President Obama Calls Boehner’s Proposal ‘Out of Balance’

President Obama with Jon Favreau

(CNN) — In an extended television interview with Bloomberg News Tuesday, President Barack Obama said the “potential” for a deal to avoid the looming fiscal cliff remains, but that House Speaker John Boehner’s initial offer is “still out of balance.”

“The issue right now that’s relevant is the acknowledgement that if we’re going to raise revenues that are sufficient to balance with very tough cuts that we’ve already made and the further reforms in entitlements that I’m prepared to make, that we’re going to have to see the rates on the top two percent go up and we’re not going to be able to get a deal without it,” the president said.

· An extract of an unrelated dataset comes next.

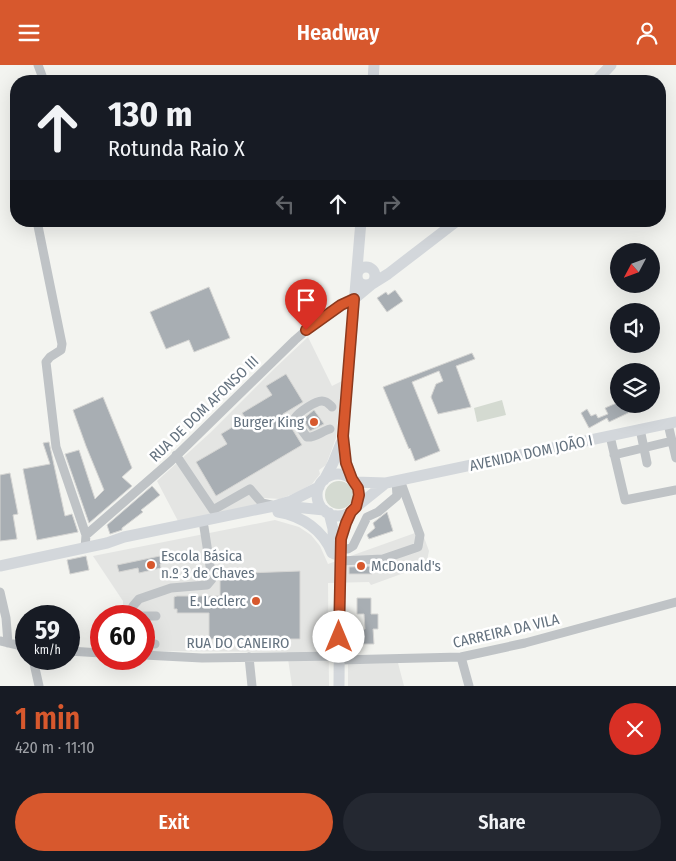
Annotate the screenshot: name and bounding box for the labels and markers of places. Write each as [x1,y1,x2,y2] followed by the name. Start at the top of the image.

Pushing back against claims that this insistence on raising tax rates for wealthier Americans is “stubborn” or “partisan,” Obama told Bloomberg’s Julianna Goldman that his position is “just a matter of math.”

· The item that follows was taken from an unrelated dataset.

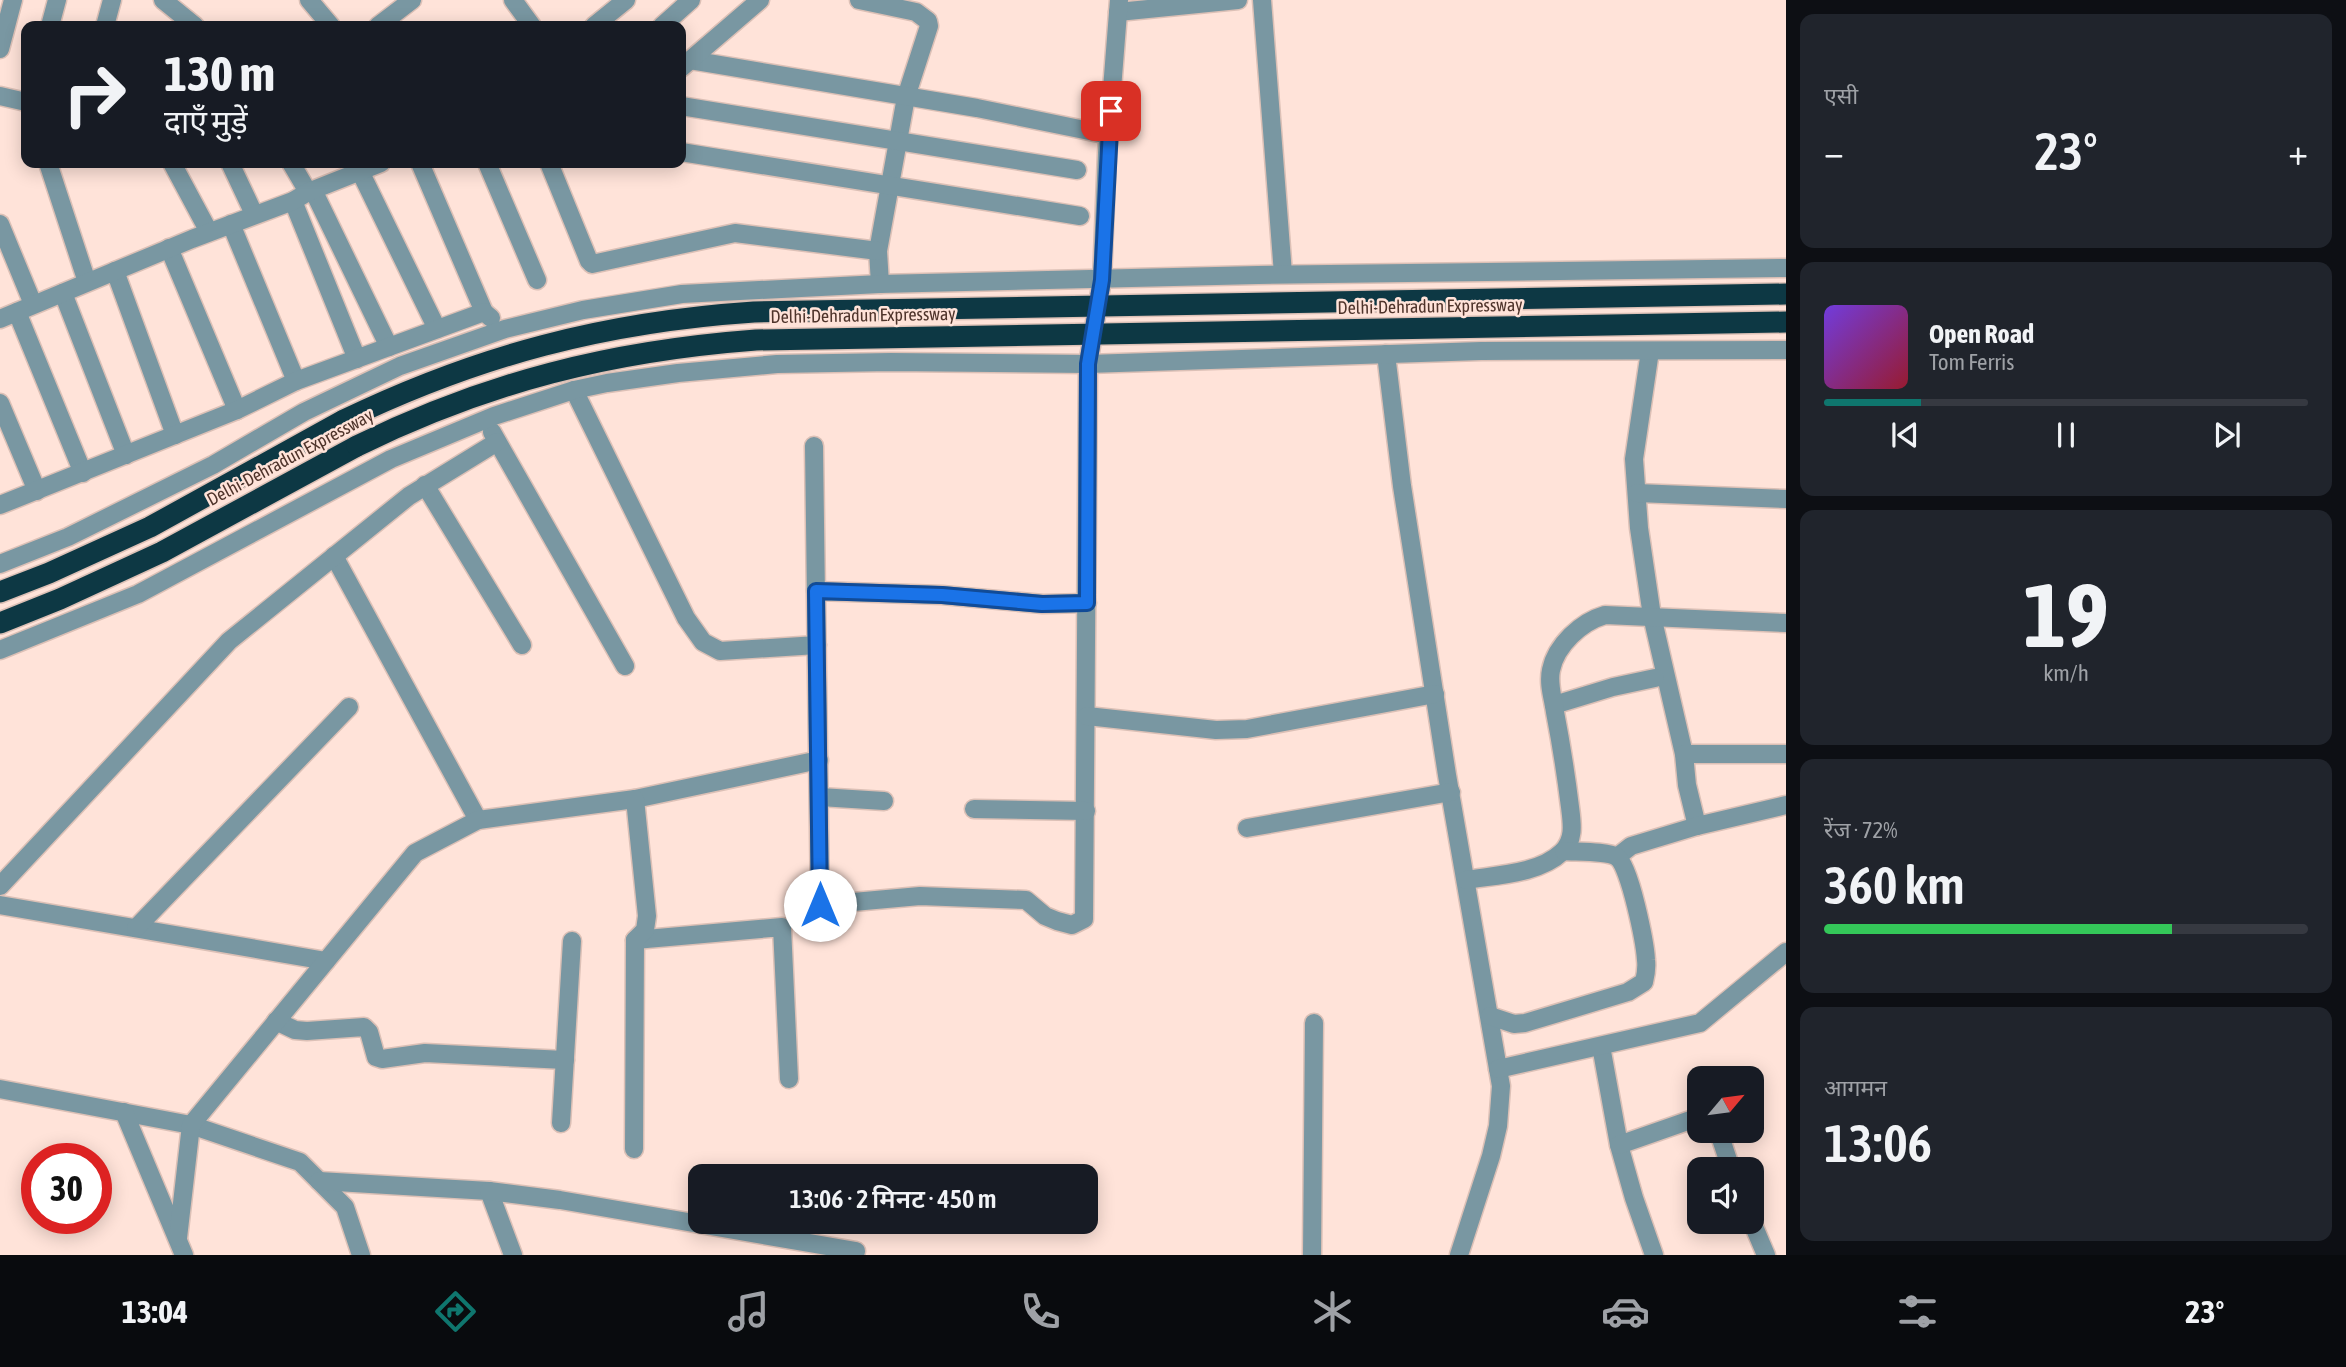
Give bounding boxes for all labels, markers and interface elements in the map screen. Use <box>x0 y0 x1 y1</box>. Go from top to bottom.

“What I’m going to need, what the country needs, what the business community needs, in order to get to where we need to be is an acknowledgement that folks like me can afford to pay a little bit higher rate if we combine that with a tax reform process and entitlement reform, then we can get to a $4 trillion deficit reduction package that actually helps our economy grow rather than weakens our economy either in the short term or the long term,” Obama said.

Asked if he would accept raising tax rates on the top 2% to a point slightly lower than the 39.6% rate they would automatically return to if the Bush-era tax rates were allowed to expire, the president demurred. Finding some savings in federal entitlement programs and allowing rates on high-income earners to increase at the end of 2012 is just the first step in a process, he said.

The second step would be a more specific discussion to hammer out the details of comprehensive tax and entitlement reform. In the president’s scenarios, this second step would occur by late 2013, and he signaled a willingness to bring rates back down at that time if such a move was accompanied by a simplification of the tax code.

“Within that framework I am happy to be flexible,” Obama said. “I recognize I’m not going to get a hundred percent, but what I’m not going to do is to agree to a plan in which we have some revenue that is vague and potentially comes out of the pockets of middle class families in exchange for some very specific and tough entitlement cuts.”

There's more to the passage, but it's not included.